Abstract

To the Editors:
Brother Larry Cohen has made an important contribution to the debate on the future of the U.S. labor movement. (See On the Contrary: “The Time Has Come for Sectoral Bargaining” in this issue). It is a very timely contribution indeed as many recognize that the greatest bulwark against Trumpism and the unraveling of progress is a powerful labor movement. The Supreme Court Janus decision happened on June 27, 2018, and while it was long expected, the shock waves throughout labor and the progressive community were palpable.
Cohen starts off his important piece with a clear pronouncement: “It is now clear that enterprise-based organizing and bargaining in the U.S. has a dim future.” He is right, but this is not a new revelation and in fact the best scale organizing undertaken in this country over the last thirty years has had a sectoral character: Justice for Janitors in building services; Service Employees International Union’s homecare and hospital campaigns; Cohen’s own Communications Workers of America organizing of wireless workers in the phone industry; and the national intermodal port drivers campaign of the Teamsters. The list is longer although the outright successes are nothing approaching the massive sectoral victories of the 1930s in rubber, steel, auto, and electrical. None of these successes historically or in recent times have relied chiefly on state-sanctioned sectoral bargaining.
Cohen looks to examples from around the world where sectoral bargaining is in some cases like South Africa and Germany sanctioned by statute. In other situations in Europe, for example, Italy, the case I am most familiar with, the fact that Italian unions with 30 percent density represent 85 percent of the workforce in bargaining is the product of the postwar antifascist paradigm of large-scale state-owned industries with Fascist unions that were replaced by the Communist-led Confederazione Generale Italiana dei Lavoratori (CGIL) initially and the other two national Federations established by the Christian Democrats and other parliamentary parties. Italian labor law and the 1947 Constitution itself guarantee a strong role for labor and the right to strike, but sectoral bargaining and certification is not state sanctioned and rests on years of past practice and struggle. The point being that each country is different and sectoral bargaining emerges in each situation based on unique historical and political realities. Cohen recognizes that sectoral bargaining cannot be wished into being and must be fought for in our particular social context.
The strongest part of Cohen’s argument is his referencing of the “metro strategies” that have been carried out at the state and local levels to win the Fight for $15 or living wage ordinances. His suggestion that a campaign could be started for a $25 minimum wage for transit workers in the Washington, D.C., area supported by legislative action, community base building, and labor direct action is excellent. This approach could be replicated in other localities and could be used in other sectors. For instance, in every major metro area in the nation there are “Metal Service Centers” that cut, shape, and bend basic steel (often imported) for use in construction and local manufacturing. This is a place-based industry not subject to relocation. Further, many of the construction projects that require fabricated metals are publicly funded and subject to progressive political power and influence on a local level. Why not a multi-union fight for Justice for Metalworkers!

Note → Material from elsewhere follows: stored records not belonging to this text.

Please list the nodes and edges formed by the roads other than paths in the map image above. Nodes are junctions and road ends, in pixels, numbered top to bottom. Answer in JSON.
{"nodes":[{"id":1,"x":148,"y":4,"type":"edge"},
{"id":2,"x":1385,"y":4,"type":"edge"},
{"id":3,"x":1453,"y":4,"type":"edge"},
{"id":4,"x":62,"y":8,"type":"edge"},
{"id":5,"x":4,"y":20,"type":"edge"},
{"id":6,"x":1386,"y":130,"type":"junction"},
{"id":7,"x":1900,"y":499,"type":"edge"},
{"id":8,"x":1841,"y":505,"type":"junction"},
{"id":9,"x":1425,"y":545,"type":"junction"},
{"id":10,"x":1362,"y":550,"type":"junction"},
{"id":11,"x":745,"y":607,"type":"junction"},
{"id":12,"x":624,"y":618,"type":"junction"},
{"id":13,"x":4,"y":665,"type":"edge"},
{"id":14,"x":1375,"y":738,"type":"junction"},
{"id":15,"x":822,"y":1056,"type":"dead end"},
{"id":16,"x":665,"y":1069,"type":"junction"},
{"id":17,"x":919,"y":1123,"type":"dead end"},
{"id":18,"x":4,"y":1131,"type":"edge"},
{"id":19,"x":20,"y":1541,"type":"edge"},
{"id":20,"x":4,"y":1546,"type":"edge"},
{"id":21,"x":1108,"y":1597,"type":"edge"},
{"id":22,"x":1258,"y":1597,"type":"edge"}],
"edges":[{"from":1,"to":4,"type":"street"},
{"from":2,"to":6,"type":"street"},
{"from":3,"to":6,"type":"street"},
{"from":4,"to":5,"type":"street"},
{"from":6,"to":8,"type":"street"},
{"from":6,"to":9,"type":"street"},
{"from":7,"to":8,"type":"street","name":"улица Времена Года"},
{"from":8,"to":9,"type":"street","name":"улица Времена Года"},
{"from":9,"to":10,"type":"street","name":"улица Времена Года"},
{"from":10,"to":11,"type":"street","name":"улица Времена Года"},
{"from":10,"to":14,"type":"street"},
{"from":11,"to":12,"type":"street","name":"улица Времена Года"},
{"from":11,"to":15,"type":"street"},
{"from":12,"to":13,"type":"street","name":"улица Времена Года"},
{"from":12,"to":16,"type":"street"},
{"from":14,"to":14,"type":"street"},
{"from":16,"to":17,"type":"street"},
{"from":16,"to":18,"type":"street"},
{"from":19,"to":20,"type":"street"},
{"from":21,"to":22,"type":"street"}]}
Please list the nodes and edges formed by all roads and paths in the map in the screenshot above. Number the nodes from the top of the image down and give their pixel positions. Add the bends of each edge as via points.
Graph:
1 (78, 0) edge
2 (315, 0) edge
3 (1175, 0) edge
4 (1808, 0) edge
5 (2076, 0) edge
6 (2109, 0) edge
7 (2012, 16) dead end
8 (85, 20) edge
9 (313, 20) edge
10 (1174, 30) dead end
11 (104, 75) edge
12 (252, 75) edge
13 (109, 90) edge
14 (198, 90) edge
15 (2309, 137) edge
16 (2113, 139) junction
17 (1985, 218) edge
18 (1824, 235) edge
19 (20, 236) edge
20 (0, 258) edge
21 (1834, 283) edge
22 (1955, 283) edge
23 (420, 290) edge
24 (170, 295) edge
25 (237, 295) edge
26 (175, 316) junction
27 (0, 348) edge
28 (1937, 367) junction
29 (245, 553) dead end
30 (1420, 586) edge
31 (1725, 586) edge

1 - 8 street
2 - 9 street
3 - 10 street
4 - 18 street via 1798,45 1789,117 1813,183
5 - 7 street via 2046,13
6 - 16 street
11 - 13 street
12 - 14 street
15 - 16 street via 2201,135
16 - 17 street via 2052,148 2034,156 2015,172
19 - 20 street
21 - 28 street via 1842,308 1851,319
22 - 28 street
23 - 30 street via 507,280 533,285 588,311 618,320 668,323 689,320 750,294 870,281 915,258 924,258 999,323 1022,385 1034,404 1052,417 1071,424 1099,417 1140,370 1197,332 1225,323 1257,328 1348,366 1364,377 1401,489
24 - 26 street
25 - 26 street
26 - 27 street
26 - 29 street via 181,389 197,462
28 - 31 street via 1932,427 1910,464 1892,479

We will have to make our own road to sectoral bargaining by doing and innovating. Foreign inspiration is healthy, but Cohen’s strongest argument is his spotlight on the local and state tools at our disposal to realize these objectives.
In a moment when labor is on its heels reeling from negative Supreme Court decisions and NLRB rulings and the potential for more damage as Trump appointments and policies play out, it may seem contradictory to advance plans for growth and revitalization. But it is in crisis and adversity that new initiatives are often birthed and take root. One touchstone must be to never discount the important role that the existing fifteen million American union workers will play in realizing strategies to organize the non-union ninety million. Any metro sectoral strategy will have to take into account the workers that are unionized. Without their commitment, involvement, and dues money no sectoral strategies can happen. Disregarding them, as many well-meaning organizing programs have done, is a recipe for conservative reaction in our precious remaining labor organizations. The needs and interests of existing members must be seen as a core element of moving organizing in the sectors that they already occupy. For instance in the aforementioned “Metal Service Center” example there is a reservoir of union members who belong either to the Teamsters, International Longshore and Warehouse Union or Steelworkers, and who are presently working for several of these companies. Can we move them to support a sectoral bargaining and organizing strategy?